# ASSIGNMENT:
The number of lines containing the word "hand" is all you should give; count them in the records below.

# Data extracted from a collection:
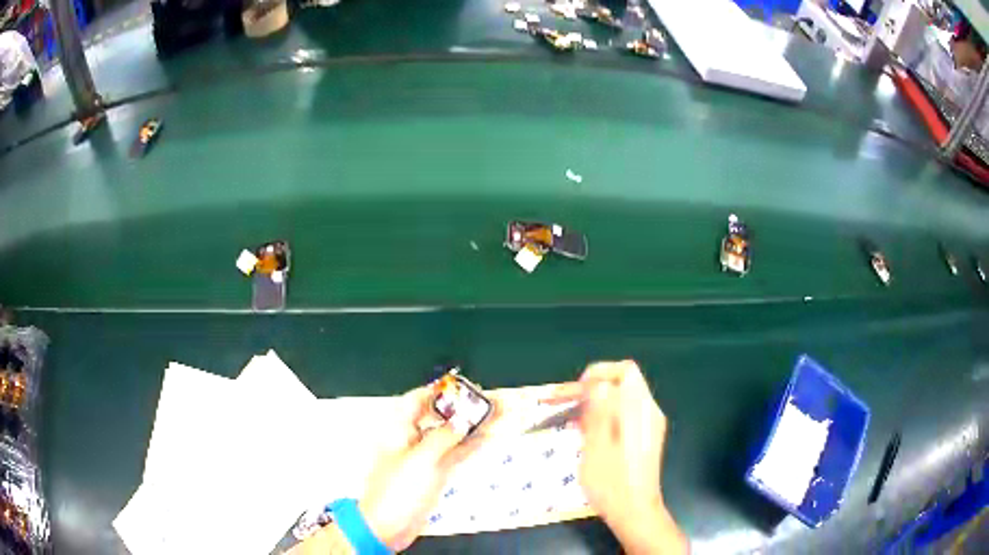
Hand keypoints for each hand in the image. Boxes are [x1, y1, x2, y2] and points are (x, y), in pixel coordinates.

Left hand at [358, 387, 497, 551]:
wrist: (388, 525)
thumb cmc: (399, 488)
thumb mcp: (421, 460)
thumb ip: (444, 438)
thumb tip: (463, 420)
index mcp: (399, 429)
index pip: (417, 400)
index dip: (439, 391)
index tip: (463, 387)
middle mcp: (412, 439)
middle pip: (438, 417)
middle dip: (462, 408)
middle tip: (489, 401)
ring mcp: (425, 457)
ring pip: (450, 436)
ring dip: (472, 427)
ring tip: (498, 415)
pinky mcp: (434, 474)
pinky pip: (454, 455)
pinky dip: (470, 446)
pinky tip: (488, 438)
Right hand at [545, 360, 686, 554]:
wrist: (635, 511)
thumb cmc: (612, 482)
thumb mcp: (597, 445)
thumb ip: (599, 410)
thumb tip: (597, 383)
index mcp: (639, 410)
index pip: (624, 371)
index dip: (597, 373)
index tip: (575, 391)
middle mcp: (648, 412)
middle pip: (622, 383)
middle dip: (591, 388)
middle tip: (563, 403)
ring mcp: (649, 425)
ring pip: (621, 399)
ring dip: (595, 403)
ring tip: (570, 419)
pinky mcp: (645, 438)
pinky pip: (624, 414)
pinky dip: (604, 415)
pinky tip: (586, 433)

# ANSWER TO THIS TASK:
3